Figure 3

Glast⁺ radial glia generate the majority of neurons in the brain. (a-o) X-gal histochemical staining for β-gal activity (a,b,f,g,k,l) and immunofluorescent staining for NeuN (red) (c,e,h,j), β-galactosidase (green; d,e,i,j,n,o) and Calbindin (red) (m,o) in hGFAP::Cre;R26R (a,f,k) or Glast::Cre;R26R (b-e,g-j,l-o) adult mice. Regions immunofluorescently stained are striatum (c-e), thalamus (h-j) and cerebellum (m-o).
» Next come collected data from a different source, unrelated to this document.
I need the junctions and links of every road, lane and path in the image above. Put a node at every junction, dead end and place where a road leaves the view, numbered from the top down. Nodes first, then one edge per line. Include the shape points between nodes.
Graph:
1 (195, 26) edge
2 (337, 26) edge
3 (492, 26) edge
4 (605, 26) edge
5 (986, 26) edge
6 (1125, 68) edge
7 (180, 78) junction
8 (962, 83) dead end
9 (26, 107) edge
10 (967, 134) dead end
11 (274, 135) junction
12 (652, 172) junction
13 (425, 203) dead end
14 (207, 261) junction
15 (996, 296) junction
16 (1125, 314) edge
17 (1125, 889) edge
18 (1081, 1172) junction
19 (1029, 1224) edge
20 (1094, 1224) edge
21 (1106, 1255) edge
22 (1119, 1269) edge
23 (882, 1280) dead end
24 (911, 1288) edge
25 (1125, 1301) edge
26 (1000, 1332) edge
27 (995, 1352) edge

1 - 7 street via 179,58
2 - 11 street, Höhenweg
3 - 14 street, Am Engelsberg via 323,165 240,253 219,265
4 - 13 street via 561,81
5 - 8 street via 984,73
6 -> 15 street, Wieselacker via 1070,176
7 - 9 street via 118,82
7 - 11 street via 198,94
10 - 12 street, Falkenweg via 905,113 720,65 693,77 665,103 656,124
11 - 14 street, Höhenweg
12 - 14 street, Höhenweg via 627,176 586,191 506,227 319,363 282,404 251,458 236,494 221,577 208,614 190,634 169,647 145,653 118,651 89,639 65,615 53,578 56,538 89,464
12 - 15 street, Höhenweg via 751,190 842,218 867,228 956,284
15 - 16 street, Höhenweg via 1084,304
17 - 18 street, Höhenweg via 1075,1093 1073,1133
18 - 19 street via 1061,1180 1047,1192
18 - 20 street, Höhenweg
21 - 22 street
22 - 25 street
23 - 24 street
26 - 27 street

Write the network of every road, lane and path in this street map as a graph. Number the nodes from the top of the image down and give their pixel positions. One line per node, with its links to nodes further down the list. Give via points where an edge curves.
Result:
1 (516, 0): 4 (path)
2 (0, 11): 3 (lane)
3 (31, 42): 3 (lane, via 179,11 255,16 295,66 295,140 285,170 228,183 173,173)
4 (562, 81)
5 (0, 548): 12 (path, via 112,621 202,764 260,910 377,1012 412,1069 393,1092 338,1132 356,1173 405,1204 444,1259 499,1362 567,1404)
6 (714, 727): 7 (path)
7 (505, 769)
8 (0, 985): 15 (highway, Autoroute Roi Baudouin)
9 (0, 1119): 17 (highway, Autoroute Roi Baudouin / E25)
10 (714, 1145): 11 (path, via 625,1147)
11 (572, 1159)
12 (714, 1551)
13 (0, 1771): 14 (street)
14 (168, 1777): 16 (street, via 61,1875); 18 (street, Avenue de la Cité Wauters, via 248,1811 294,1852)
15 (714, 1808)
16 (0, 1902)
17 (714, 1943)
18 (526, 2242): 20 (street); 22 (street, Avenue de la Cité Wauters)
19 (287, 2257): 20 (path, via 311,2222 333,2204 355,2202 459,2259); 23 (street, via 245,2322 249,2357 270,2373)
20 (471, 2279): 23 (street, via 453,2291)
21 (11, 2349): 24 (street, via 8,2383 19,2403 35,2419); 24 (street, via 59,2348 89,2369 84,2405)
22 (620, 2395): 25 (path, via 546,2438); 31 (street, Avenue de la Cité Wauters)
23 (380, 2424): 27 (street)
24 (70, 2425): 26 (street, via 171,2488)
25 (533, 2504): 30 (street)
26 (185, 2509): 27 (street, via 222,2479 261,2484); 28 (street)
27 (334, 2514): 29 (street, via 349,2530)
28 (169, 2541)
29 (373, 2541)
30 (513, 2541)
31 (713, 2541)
In hGFAP::Cre;R26R mice, very few recombined neurons are present in the ventral telencephalon, diencephalon or midbrain, and cerebellar Purkinje neurons are unrecombined (a,f,k). PCL, Purkinje cell layer. In contrast, neuronal recombination was extensive throughout the brains of Glast::Cre;R26R mice (b,g,l) and double labeling confirmed that most neurons were recombined (c-e,h-j,m-o). The similarity of the Glast::Cre;R26R and Blbp::Cre;R26R lineage tracing results establishes that radial glia are the primary neuronal progenitors throughout the developing brain. Scale bars: 500 μm (a,b,f,g); 50 μm (k,l); 35 μm (m-o); 25 μm (c-e,h-j).